Posted by Patrick at Lysergia at 20:27 MEST
June 26, 2013
Psychedelic Poles
Now Playing: Brazil-Uruguay in Confederations Cup

A blog editor in Poland sent me a bunch of intelligent questions related to the Psychedelia book, which I answer to the best of my ability. Check out the brand new interview at the Magivanga blog.


Posted by Patrick at Lysergia at 22:47 MEST
June 8, 2013
Merry Prankster Trip on DVD
Now Playing: Bureman & O'Rourke

Anyone reading this is likely to have seen the 2011 documentary Magic Trip already, so I'll spare you the full disclosure. It took two experienced docu film makers to figure out how to handle the technical problems with the Further bus trip footage. As Jane Burton laments in the voice-over (actually an actress reciting Burton's words), a major problem with the Merry Pranksters was that they believed that just because you wanted to do something, you could also do it--as though there was no learning curve. So when they set out to make a movie, they didn't know about the most fundamental things such as using a clapper for audio/visual synchronization, or shooting recurring establishing shots that made the location and situation clear. The 40 hours were an out of synch mess, which the remaining Pranksters worked decades to sort out. The video material released in the late 1990s was the first truly watchable version, but it revealed other problems with the material, such as most of the audio being incomprehensible, even if now more or less in synch. And there was still no narrative framework, making it acceptable mostly to fans who already knew the story in and out.

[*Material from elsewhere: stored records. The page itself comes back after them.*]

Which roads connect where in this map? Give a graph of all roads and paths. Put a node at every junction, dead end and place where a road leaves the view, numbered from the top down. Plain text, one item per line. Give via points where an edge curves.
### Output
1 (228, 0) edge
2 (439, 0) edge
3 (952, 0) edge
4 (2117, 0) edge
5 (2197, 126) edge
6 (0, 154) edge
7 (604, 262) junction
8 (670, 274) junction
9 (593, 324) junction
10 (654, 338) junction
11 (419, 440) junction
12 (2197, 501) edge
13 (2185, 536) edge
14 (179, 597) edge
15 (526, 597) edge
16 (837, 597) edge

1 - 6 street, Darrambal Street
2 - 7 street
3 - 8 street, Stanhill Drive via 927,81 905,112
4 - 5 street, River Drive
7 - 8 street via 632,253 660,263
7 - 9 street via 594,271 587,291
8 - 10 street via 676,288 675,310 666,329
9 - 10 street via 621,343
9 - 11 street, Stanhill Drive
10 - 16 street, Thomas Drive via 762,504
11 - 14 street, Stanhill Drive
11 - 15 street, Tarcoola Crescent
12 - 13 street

What was done with this new, professional documentary was to allow the Pranksters themselves provide running commentary to the images seen on the screen, using either existing recordings, or adding new recordings with Pranksters and actors. This is much more effective than the modern intro provided with the circa 1999 self-released VHS movies (in 2 parts), and it gives both context, narrative thread and a professional feel. With these fundamental problems solved, the viewer's focus is directed where it should be long, which is the beautiful and often spectacular footage from the coast-to-coast bus trip. Shot with 16 mm cameras much of the footage is in remarkably good quality, some of it so pristine it looks brand new and therefore slightly surreal (same effect as the Jim Morrison 'HWY' footage inserted into People Are Strange). In addition, there are several minutes of never-before seen footage from the return home leg through Canada, including a beautiful communal trip on JT 191 by a rural lake. And so finally, after almost 50 years, the film that shows the Pranksters' search for the Kool place has been packaged in a lasting format that can be consulted when anyone wants to learn about Further and Kesey and the Merry Pranksters. I wish it could have been even longer than 100 minutes, but that's the fan-boy in me speaking.

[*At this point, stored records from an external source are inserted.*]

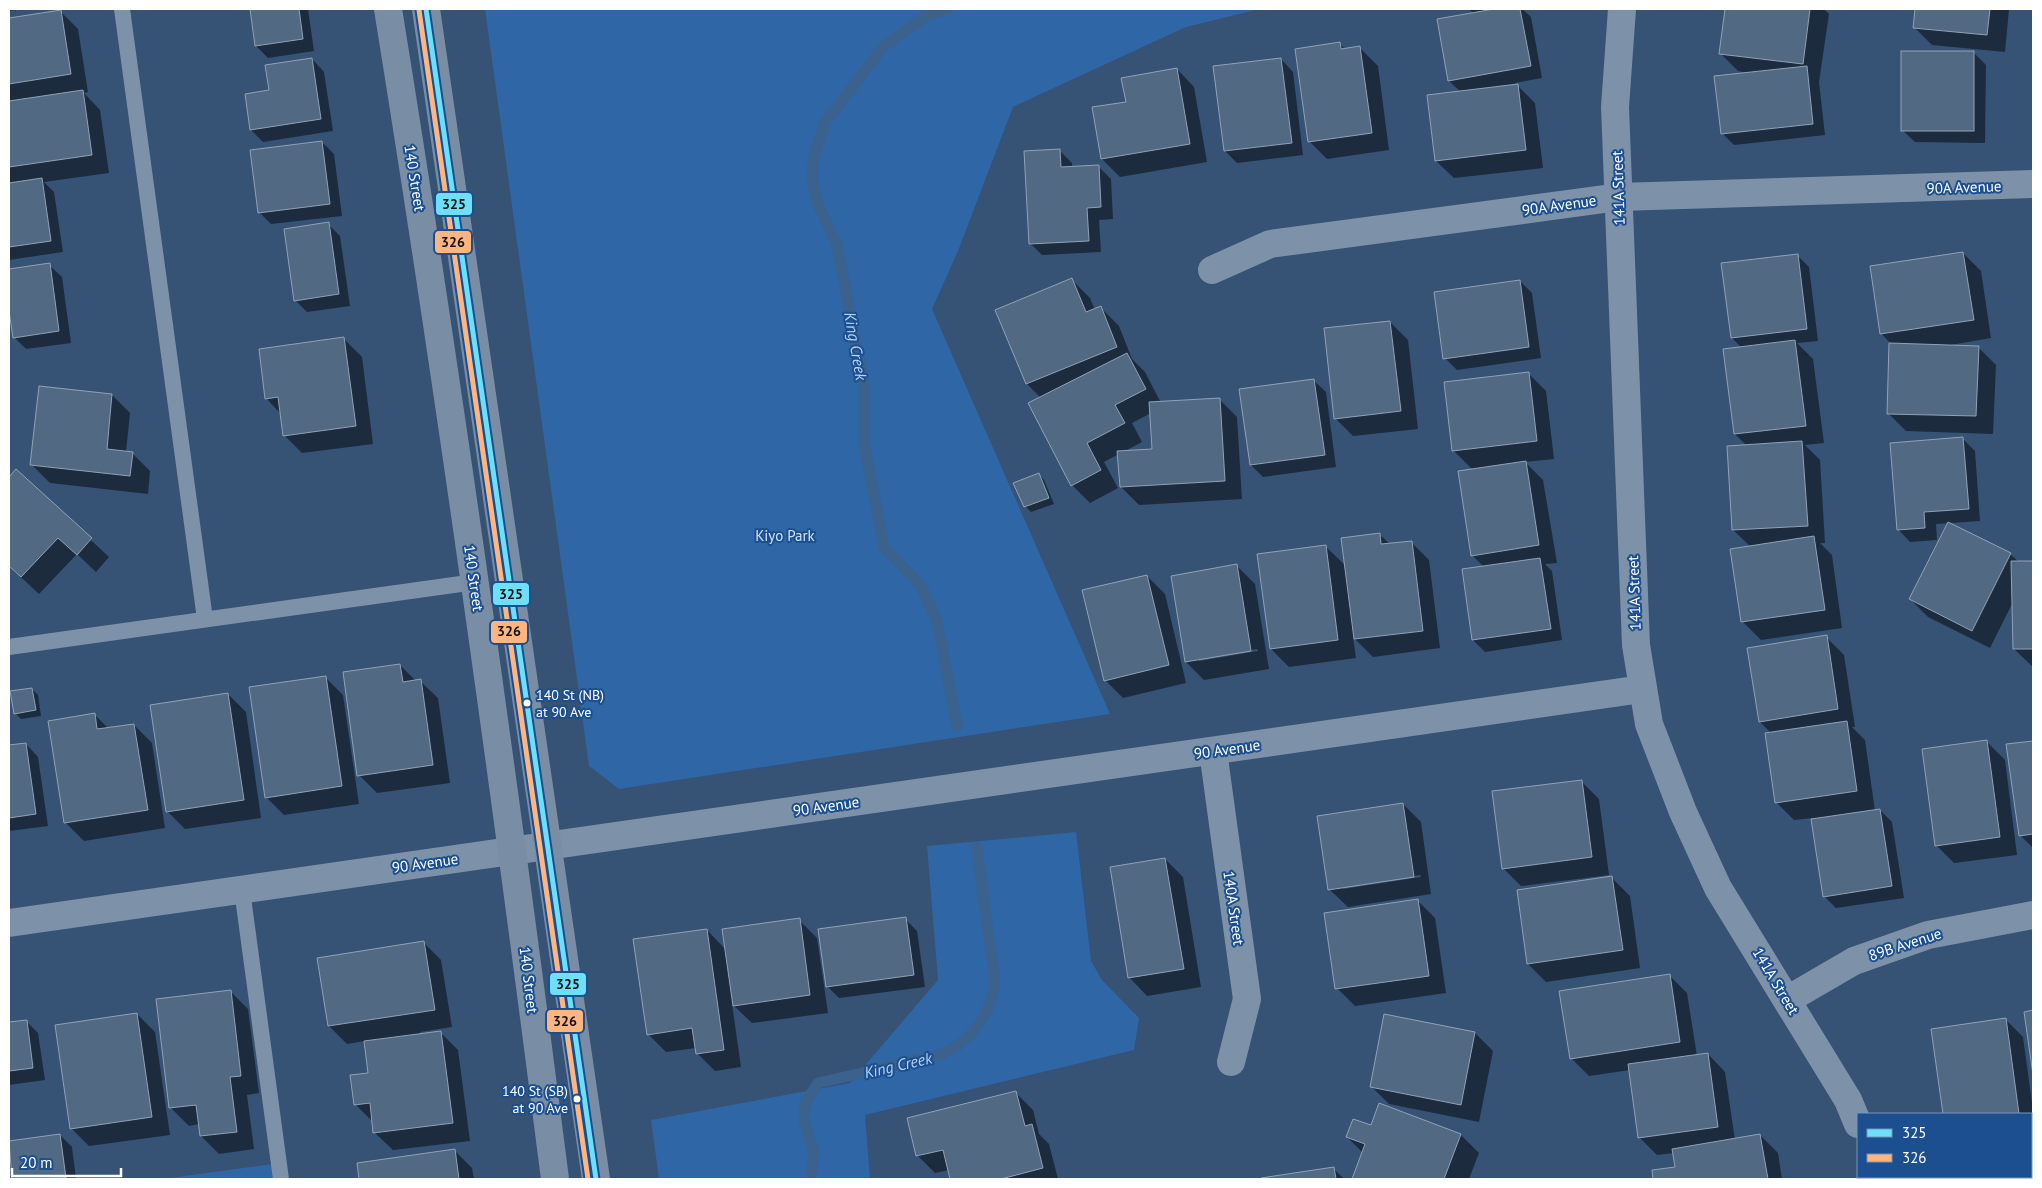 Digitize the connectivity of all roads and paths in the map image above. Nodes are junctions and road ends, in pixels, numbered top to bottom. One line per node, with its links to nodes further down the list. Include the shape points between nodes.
1 (122, 9): 9 (lane)
2 (388, 9): 8 (main road, 140 Street, via 434,295)
3 (426, 9): 13 (main road)
4 (1622, 9): 6 (street, 141A Street, via 1615,107)
5 (2033, 184): 6 (street, 90A Avenue)
6 (1619, 197): 7 (street, 90A Avenue, via 1270,244); 11 (street, 141A Street, via 1636,645)
7 (1212, 270)
8 (474, 582): 9 (lane); 14 (main road, 140 Street)
9 (205, 619): 10 (lane)
10 (9, 646)
11 (1642, 689): 12 (street, 90 Avenue); 18 (street, 141A Street, via 1649,724 1683,812 1718,888)
12 (1213, 751): 13 (street, 90 Avenue); 19 (street, 140A Street, via 1247,1000)
13 (548, 845): 14 (street, 90 Avenue); 23 (main road)
14 (512, 850): 15 (street, 90 Avenue); 22 (main road, 140 Street)
15 (242, 890): 17 (street, 90 Avenue); 21 (lane)
16 (2033, 915): 18 (street, 89B Avenue, via 1928,935 1854,961)
17 (9, 923)
18 (1787, 1000): 20 (street, 141A Street, via 1848,1100)
19 (1232, 1062)
20 (1857, 1122)
21 (281, 1179)
22 (555, 1179)
23 (596, 1179)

So, the DVD version. The bonus material includes a half-dozen omitted scenes, all of which were worth seeing, if brief. The most remarkable was a parachute flight including footage of the bus from above; although shaky and fuzzy, it's unique and surprising enough that it should have been included. There was a brief visit to Las Vegas that is hardly ever mentioned in the Further chronicles, and one wishes the band would have stayed there a day or two and kept the cameras rolling. A few other snips follow, including one that shows the bus being towed into a parking spot after the trip, and some surprising footage from Mexico 1966, with the core Pranksters joining Kesey. They are seen at a bull-fight, but not much more. Ditto for the highly interesting Berkeley Vietnam Day prank which Kesey calls one of their best efforts, which is what I've always felt too. They were decades ahead of their time here... in fact people still haven't understood the importance of this message. You do not win over an opponent by opposing him with his own tools on his own arena; the only thing you do is strengthening him. Ralph Metzner said much the same thing in a 1967 interview. The acidheads know, some day the rest will follow.

Finally, there is a 50-minute audio recording from Kesey's first hallucinogen trip at Menlo Park, an item of extraordinary historical value, and pretty funny too, in parts.


Posted by Patrick at Lysergia at 22:05 MEST
Updated: June 8, 2013 22:18 MEST
June 3, 2013
"Psychedelia" reviewed in Flashback magazine
Now Playing: Stud LP from Texas

The new British magazine Flashback featured a lengthy review of Psychedelia in the most recent (#3) issue. Written by Gray Newell, the review is both enthusiastic and psychedelic in its own right.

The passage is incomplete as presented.